▶ _Problem statement_:
Whenever a line of the entries below holds the string "graph", copy that line and return it.

▶ _Source records_:

==================================================

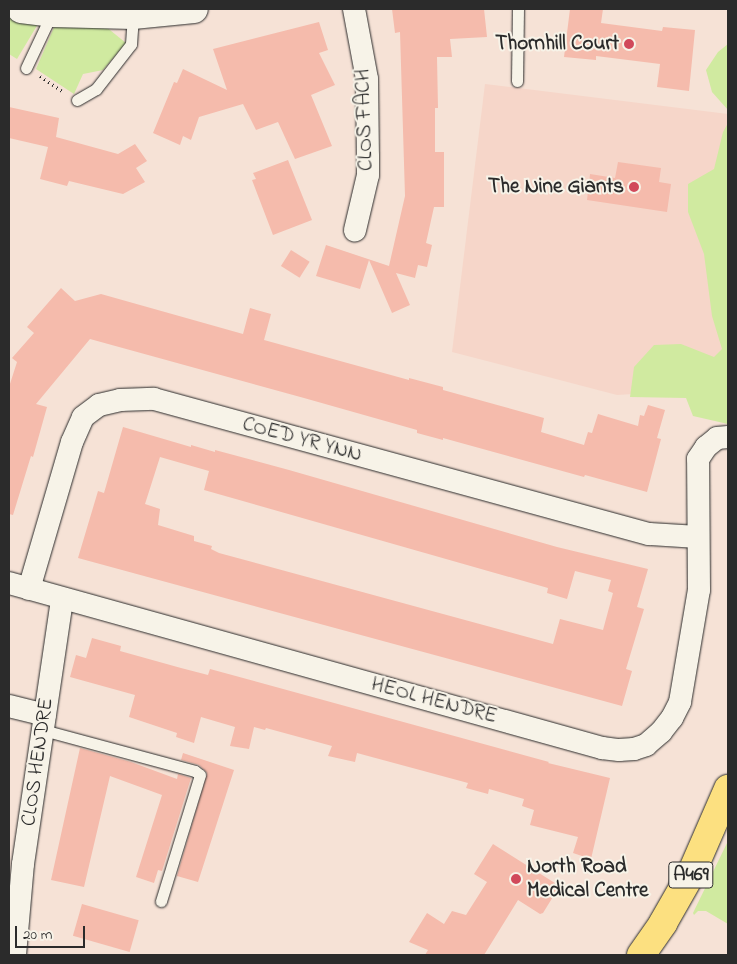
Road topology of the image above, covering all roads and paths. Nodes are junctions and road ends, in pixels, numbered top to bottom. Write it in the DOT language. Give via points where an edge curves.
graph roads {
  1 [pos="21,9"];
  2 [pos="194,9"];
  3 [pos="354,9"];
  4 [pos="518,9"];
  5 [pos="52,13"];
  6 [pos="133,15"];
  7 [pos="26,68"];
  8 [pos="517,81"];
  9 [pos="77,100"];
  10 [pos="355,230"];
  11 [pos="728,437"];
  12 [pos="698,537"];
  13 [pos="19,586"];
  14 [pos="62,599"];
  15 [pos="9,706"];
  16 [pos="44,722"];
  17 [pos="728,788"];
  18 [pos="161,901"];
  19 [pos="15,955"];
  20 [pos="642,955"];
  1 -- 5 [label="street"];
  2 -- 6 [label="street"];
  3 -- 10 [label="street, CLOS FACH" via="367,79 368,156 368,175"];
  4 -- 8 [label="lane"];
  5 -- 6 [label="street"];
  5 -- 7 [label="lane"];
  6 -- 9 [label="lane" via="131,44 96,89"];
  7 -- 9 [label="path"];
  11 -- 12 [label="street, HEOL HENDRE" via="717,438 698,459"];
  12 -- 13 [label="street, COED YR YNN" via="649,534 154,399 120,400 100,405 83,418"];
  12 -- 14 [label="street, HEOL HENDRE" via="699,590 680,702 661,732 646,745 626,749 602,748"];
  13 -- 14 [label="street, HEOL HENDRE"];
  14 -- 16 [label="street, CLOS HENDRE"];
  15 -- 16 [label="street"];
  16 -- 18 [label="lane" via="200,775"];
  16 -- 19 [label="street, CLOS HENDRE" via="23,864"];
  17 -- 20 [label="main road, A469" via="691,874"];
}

==================================================

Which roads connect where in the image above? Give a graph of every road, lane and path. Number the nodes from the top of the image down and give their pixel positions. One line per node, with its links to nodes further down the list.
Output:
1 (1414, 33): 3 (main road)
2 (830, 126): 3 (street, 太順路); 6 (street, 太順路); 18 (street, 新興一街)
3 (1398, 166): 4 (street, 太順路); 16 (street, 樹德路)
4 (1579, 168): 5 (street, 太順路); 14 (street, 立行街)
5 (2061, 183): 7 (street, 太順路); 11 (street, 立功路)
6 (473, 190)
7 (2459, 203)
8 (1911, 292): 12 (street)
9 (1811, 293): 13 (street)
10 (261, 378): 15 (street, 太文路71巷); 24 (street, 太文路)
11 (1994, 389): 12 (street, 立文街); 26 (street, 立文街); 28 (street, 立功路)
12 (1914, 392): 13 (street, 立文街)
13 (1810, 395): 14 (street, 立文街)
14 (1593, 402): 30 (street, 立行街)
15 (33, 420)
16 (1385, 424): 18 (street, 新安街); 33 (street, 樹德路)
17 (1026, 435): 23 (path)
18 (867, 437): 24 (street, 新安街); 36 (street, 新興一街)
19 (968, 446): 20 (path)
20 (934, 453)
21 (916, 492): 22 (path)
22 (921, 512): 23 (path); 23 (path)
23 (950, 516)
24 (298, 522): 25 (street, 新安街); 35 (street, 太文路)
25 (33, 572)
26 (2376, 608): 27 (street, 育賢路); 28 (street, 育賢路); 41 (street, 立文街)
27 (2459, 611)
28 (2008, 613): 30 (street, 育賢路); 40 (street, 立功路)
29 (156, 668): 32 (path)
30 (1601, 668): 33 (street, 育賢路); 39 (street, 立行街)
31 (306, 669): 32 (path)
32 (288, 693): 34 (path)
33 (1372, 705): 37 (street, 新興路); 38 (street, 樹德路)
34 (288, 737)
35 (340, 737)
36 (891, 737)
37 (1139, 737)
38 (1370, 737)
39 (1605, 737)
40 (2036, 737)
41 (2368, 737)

==================================================

▶ _Solution_:
graph roads {
Which roads connect where in the image above? Give a graph of every road, lane and path. Number the nodes from the top of the image down and give their pixel positions. One line per node, with its links to nodes further down the list.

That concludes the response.